Filter the entries for lines with the word "NURRA".

═══ Records

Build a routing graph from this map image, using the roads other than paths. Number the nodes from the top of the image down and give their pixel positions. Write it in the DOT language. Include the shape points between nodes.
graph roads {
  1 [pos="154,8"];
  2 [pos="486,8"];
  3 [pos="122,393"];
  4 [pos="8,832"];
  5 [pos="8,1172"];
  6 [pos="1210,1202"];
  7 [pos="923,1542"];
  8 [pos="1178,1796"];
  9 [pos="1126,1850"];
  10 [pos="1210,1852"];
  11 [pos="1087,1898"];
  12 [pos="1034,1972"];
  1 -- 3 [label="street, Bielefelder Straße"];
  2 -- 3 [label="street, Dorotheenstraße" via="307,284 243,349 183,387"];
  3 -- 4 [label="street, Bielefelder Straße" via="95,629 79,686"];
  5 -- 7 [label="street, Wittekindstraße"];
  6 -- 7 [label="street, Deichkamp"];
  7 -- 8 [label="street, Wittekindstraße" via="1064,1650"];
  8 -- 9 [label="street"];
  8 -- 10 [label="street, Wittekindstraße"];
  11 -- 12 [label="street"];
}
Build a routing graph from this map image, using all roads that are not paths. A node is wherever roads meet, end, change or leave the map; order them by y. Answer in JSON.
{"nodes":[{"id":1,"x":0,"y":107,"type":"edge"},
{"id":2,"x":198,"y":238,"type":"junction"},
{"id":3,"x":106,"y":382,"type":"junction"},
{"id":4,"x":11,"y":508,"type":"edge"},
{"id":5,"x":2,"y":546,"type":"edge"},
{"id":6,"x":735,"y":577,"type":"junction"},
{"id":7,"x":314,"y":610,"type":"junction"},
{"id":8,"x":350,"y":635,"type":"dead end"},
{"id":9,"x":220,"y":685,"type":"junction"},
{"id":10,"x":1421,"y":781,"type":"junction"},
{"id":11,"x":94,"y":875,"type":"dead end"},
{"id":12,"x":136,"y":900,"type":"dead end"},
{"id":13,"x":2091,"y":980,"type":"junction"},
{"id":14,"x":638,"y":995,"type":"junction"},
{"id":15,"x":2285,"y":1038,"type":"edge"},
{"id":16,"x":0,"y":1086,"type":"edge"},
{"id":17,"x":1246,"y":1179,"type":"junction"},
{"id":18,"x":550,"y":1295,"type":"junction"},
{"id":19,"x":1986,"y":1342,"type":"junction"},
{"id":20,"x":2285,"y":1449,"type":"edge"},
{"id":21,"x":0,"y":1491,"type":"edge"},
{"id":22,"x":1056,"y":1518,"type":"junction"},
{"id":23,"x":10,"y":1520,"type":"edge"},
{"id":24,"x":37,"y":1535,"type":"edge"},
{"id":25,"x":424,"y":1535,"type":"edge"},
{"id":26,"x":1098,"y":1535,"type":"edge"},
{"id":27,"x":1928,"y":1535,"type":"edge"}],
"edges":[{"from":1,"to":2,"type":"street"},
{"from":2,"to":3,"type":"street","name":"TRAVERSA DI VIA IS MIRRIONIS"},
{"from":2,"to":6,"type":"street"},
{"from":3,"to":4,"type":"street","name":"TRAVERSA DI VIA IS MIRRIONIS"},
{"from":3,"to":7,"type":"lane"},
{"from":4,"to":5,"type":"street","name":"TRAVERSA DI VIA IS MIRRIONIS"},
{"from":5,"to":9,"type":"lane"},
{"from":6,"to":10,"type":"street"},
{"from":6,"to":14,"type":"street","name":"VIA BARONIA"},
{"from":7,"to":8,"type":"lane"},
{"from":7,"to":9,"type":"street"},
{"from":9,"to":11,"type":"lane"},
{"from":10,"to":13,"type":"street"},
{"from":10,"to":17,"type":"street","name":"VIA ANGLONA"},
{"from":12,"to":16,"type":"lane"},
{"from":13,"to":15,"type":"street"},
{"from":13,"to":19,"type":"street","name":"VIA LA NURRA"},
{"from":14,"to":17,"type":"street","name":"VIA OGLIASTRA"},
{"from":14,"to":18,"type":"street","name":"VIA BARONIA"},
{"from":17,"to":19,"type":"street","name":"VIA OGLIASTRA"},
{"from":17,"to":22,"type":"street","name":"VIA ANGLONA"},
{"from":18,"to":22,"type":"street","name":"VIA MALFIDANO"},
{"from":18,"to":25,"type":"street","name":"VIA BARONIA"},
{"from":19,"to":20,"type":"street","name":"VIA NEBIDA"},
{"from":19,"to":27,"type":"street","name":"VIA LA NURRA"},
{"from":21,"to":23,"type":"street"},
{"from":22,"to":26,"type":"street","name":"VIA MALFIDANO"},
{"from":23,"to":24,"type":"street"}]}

══════

Reply:
{"from":13,"to":19,"type":"street","name":"VIA LA NURRA"},
{"from":19,"to":27,"type":"street","name":"VIA LA NURRA"},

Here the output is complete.